En Europe d'abord, le pays souhaite établir une « vision commune », des menaces comme des actions pour y faire face, afin de bâtir une « industrie spatiale européenne fondée sur des dépendances mutuellement consenties ». C'est vers l'Allemagne que la France se tourne en priorité, l'exécutif jugeant que c'est avec ce pays que l'hexagone partage le plus de points communs à propos de la défense spatiale. Pour le moment, la collaboration franco-allemande se limite à de l'échange de données d'observation du sol (satellite SAR-Lupe et SARah côté allemand) et du ciel (radar allemand Gestra). L'Italie est également un partenaire important, en témoigne le partage du satellite de télécommunication Athena-Fidus ainsi que le programme de satellites Sicral 2. Par ailleurs, la France appartient à l'alliance atlantique et bénéficie donc d'une partie du programme spatiale américain. Plus récemment, en mars 2017, deux accords sur la surveillance de l’espace ont été signés afin d’accroître la coopération dans le domaine spatial avec le Japon.
Les failles dans la défense spatiale française
Deux écueils majeurs dans la défense spatiale française méritent d'être soulignés : son volet industriel et sa collaboration avec les membres de l'Union Européenne.

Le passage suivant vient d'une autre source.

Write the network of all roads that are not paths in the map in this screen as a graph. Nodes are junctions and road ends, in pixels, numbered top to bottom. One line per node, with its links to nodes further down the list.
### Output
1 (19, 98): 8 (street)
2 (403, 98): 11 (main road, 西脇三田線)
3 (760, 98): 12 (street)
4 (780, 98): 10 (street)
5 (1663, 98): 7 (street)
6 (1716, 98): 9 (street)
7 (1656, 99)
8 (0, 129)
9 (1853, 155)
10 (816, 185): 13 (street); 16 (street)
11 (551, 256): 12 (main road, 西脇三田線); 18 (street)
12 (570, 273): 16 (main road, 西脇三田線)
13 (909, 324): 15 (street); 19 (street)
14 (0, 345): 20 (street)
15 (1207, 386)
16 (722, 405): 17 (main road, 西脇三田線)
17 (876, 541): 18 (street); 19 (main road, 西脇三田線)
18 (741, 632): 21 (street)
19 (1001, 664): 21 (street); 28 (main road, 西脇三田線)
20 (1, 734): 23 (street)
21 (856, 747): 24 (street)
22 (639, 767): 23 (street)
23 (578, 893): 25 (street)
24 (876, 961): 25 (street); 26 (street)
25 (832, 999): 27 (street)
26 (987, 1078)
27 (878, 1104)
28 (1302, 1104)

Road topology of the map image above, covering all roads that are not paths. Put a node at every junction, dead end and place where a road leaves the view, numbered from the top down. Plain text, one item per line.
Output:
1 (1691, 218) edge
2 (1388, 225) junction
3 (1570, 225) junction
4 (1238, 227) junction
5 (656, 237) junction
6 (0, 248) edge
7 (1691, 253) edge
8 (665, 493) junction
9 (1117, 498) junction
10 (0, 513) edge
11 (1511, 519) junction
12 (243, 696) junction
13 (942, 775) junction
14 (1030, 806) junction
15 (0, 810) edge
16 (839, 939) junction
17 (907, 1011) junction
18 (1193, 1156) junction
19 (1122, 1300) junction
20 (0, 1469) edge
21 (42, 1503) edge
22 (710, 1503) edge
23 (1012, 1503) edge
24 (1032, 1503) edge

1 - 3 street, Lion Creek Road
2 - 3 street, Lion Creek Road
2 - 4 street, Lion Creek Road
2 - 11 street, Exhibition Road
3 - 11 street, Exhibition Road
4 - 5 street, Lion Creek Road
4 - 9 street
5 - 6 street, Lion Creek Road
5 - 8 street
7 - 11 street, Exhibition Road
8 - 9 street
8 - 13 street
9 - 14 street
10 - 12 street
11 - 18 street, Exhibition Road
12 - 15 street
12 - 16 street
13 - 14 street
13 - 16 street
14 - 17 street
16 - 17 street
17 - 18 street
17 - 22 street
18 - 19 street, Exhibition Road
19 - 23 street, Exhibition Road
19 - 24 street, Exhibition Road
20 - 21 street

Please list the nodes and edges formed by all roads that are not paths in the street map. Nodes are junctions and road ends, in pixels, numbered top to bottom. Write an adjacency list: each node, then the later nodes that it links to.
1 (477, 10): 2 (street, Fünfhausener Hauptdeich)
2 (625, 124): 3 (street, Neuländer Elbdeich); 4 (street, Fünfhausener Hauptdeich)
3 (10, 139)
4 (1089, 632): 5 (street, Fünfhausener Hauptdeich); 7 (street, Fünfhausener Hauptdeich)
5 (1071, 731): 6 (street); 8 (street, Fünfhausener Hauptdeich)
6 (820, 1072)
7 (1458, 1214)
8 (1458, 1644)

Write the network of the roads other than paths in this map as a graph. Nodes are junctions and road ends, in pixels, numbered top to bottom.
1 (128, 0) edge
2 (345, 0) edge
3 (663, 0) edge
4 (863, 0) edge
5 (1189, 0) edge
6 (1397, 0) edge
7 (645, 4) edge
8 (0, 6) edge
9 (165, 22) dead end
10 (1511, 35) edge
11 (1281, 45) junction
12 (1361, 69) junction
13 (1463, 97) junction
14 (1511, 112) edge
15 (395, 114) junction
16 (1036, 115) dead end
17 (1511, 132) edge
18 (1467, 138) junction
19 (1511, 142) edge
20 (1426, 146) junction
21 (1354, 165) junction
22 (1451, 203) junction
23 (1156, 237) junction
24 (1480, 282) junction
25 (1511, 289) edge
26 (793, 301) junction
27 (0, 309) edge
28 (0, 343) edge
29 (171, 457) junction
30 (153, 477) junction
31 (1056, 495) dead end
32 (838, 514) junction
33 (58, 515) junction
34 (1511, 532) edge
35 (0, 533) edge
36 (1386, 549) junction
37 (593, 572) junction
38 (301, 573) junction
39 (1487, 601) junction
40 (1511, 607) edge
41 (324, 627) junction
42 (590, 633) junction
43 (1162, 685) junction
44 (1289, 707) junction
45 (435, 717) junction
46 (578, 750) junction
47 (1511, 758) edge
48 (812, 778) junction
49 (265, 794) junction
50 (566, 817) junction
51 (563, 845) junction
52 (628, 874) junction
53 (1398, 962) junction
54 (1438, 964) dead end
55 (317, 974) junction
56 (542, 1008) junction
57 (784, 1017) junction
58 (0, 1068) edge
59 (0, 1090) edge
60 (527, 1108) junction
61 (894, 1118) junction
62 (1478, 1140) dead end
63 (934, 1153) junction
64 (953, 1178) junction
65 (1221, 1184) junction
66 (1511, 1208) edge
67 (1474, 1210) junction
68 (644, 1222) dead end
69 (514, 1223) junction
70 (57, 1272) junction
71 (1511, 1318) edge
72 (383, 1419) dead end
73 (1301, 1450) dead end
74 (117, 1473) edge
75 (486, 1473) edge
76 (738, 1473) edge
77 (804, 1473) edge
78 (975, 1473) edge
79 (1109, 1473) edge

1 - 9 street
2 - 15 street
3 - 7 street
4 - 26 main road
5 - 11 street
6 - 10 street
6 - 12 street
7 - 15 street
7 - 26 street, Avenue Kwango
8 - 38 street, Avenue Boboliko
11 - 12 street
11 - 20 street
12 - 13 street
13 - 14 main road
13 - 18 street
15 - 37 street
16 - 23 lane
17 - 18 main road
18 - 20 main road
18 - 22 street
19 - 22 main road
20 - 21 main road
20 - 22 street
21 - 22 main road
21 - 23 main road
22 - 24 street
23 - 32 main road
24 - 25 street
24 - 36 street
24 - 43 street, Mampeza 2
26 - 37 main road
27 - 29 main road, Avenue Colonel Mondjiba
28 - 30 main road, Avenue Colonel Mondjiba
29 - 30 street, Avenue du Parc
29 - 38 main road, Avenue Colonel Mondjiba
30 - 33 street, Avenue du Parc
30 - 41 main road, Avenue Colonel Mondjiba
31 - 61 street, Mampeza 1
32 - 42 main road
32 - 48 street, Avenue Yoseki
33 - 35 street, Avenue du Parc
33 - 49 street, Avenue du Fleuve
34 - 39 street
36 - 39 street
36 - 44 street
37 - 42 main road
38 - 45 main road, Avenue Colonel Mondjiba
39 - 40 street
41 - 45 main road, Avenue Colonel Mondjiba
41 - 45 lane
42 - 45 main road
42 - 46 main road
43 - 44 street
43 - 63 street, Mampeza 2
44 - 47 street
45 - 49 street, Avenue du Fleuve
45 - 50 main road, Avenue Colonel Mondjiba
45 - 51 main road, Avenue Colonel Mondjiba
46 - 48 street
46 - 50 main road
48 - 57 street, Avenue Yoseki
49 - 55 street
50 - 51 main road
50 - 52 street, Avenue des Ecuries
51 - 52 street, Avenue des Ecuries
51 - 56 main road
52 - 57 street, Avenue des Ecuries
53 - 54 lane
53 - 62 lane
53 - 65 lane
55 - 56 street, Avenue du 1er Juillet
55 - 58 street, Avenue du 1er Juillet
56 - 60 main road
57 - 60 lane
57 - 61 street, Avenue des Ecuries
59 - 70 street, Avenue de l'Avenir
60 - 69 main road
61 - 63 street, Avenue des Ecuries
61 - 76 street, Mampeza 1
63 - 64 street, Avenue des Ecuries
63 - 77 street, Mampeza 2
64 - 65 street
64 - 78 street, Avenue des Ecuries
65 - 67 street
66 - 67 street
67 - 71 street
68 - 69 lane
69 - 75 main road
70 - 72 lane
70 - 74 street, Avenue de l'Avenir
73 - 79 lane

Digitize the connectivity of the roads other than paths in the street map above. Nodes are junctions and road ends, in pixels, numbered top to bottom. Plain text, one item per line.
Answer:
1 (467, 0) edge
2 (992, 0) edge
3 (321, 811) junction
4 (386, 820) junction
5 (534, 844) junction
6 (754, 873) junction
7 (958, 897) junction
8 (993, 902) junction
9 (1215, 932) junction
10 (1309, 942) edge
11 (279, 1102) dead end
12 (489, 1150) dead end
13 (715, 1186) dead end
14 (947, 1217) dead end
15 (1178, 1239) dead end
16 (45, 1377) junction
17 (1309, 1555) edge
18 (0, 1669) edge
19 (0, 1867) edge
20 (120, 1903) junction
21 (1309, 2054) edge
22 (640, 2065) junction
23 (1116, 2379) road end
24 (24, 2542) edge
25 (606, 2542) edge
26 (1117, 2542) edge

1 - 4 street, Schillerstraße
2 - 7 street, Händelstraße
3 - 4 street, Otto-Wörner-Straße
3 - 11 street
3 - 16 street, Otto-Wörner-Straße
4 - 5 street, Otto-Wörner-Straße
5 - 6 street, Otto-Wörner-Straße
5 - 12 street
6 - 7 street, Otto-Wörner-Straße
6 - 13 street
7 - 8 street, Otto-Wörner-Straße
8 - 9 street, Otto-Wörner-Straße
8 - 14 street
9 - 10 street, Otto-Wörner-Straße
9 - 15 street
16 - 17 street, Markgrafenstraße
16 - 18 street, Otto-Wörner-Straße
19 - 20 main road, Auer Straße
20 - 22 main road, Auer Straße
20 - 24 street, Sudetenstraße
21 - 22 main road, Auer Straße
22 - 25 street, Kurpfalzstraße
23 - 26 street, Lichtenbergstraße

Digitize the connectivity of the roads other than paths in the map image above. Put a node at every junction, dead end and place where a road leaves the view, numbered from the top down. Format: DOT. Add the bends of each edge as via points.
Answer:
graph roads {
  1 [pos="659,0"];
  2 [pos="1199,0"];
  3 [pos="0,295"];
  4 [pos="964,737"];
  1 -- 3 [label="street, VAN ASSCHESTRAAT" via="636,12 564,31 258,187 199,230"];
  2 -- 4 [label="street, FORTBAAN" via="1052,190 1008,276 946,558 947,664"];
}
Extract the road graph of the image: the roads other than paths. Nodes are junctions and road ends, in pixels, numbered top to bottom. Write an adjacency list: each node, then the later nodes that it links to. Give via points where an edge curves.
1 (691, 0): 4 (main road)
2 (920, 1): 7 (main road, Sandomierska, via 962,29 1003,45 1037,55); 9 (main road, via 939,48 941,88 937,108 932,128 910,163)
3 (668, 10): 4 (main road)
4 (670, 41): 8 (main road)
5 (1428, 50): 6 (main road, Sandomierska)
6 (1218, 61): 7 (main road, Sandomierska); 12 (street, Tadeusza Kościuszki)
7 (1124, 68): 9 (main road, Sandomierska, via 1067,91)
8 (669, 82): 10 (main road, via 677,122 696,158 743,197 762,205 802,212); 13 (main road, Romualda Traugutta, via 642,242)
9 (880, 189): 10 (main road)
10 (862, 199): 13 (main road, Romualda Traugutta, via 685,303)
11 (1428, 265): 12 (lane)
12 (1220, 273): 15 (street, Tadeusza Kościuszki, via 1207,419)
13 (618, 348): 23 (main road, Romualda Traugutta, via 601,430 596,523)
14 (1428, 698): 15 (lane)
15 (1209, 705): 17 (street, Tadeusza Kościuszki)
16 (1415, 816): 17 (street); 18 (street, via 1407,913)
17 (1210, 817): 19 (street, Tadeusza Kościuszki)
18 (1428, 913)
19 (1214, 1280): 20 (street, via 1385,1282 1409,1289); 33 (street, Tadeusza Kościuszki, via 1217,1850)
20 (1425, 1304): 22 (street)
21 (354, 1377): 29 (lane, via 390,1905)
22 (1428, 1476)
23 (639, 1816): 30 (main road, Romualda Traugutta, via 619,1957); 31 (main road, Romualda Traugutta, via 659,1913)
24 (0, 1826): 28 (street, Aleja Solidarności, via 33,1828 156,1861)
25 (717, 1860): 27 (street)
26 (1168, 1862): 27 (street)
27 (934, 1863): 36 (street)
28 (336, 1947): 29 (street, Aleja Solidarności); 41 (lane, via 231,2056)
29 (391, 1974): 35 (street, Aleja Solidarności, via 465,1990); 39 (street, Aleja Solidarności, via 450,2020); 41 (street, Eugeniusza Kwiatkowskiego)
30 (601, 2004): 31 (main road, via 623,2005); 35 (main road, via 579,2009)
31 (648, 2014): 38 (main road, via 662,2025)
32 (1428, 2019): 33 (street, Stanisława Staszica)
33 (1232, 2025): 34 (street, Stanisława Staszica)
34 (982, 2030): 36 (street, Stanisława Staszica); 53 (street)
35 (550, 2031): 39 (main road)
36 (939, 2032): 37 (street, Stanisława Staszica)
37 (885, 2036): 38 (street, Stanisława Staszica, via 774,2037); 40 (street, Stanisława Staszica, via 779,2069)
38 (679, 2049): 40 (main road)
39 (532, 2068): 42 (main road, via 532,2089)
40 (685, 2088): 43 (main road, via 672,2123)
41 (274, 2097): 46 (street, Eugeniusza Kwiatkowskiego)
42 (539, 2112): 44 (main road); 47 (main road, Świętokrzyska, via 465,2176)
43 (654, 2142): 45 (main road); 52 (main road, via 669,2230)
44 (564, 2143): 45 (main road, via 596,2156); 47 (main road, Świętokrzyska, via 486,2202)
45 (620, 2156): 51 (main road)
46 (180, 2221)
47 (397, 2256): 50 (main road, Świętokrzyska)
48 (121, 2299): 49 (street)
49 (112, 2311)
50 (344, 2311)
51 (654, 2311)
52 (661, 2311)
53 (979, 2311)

En 2020, en France, les 1 704 sociétés appartenant à la filière emploient 33 200 salariés pour leurs activités spatiales. Le chiffre d'affaires résultant de cette activité atteint 10,8 milliards d'euros, provenant en majorité du secteur civil. Le marché européen est dominé par deux grands maîtres d’œuvre que sont Airbus Defence and Space et Thales Alenia Space. Malgré plusieurs atouts indéniables, les deux leaders ont pris du retard face à l'évolution des besoins du secteur public et à la réduction du coût d'accès à l'espace qu'offre le New Space. L'exécutif lui-même considère en effet qu'il est urgent de proposer une réelle offre de services, tant dans le domaine des télécommunications que dans le domaine de l’observation spatiale, permettant de mutualiser des moyens et d’augmenter en conséquence la résilience globale du système de défense. En outre, l’industrie spatiale satellitaire européenne compte de nombreuses redondances de compétences industrielles. Une rationalisation et/ou un rapprochement réfléchi à l’échelle du continent donnerait à cette industrie des avantages décisifs sur le marché mondial aussi bien sur les satellites que sur les prestations de services associés.
Par ailleurs, il semblerait que la composante spatiale de la défense européenne prenne le même chemin que son volet terrestre. « Il existe depuis 2016 une stratégie globale pour la politique étrangère et de sécurité de l’Union européenne, et la question spatiale doit être l’occasion de développer une réponse commune militaire », plaide Jean-Pierre Maulny lors d'une interview parue sur le site de l'IRIS en 2019. Les appels de la France sont louables mais ils se limitent à cela et ne prennent pas la forme de propositions concrètes. C'est pourtant la langue commune du numérique qui règne dans l'espace. Il n'y a pas de soldat, très peu d'équipements, donc aucun des obstacles qui entrave la coopération européenne terrestre. Selon le directeur adjoint de l'IRIS, la « timidité française » s'explique par le manque de temps dont elle dispose. « La France a tardé à prendre conscience de la menace et du défi industriel » que représente le milieu spatial. La position affichée dans la Stratégie spatiale de défense, « illustre la crainte que le temps qui serait nécessaire pour convaincre les partenaires européens de la nécessité d’agir et de s’entendre sur la réponse serait trop long par rapport aux défis auxquels le pays fait face » estime-t-il.
À sa manière, l'espace n'est pas le champ de bataille du futur, il l'est depuis bien longtemps. Cependant, il est vrai que la France est ses alliés doivent faire face à une récente militarisation incontestable du milieu spatial ainsi qu'au caractère offensif que prennent les nombreux actes inamicaux et d'espionnages entre satellites. C'est dans la réponse à cette dégradation du contexte stratégique propre à l'espace que se jouent les forces et les faiblesses de demain.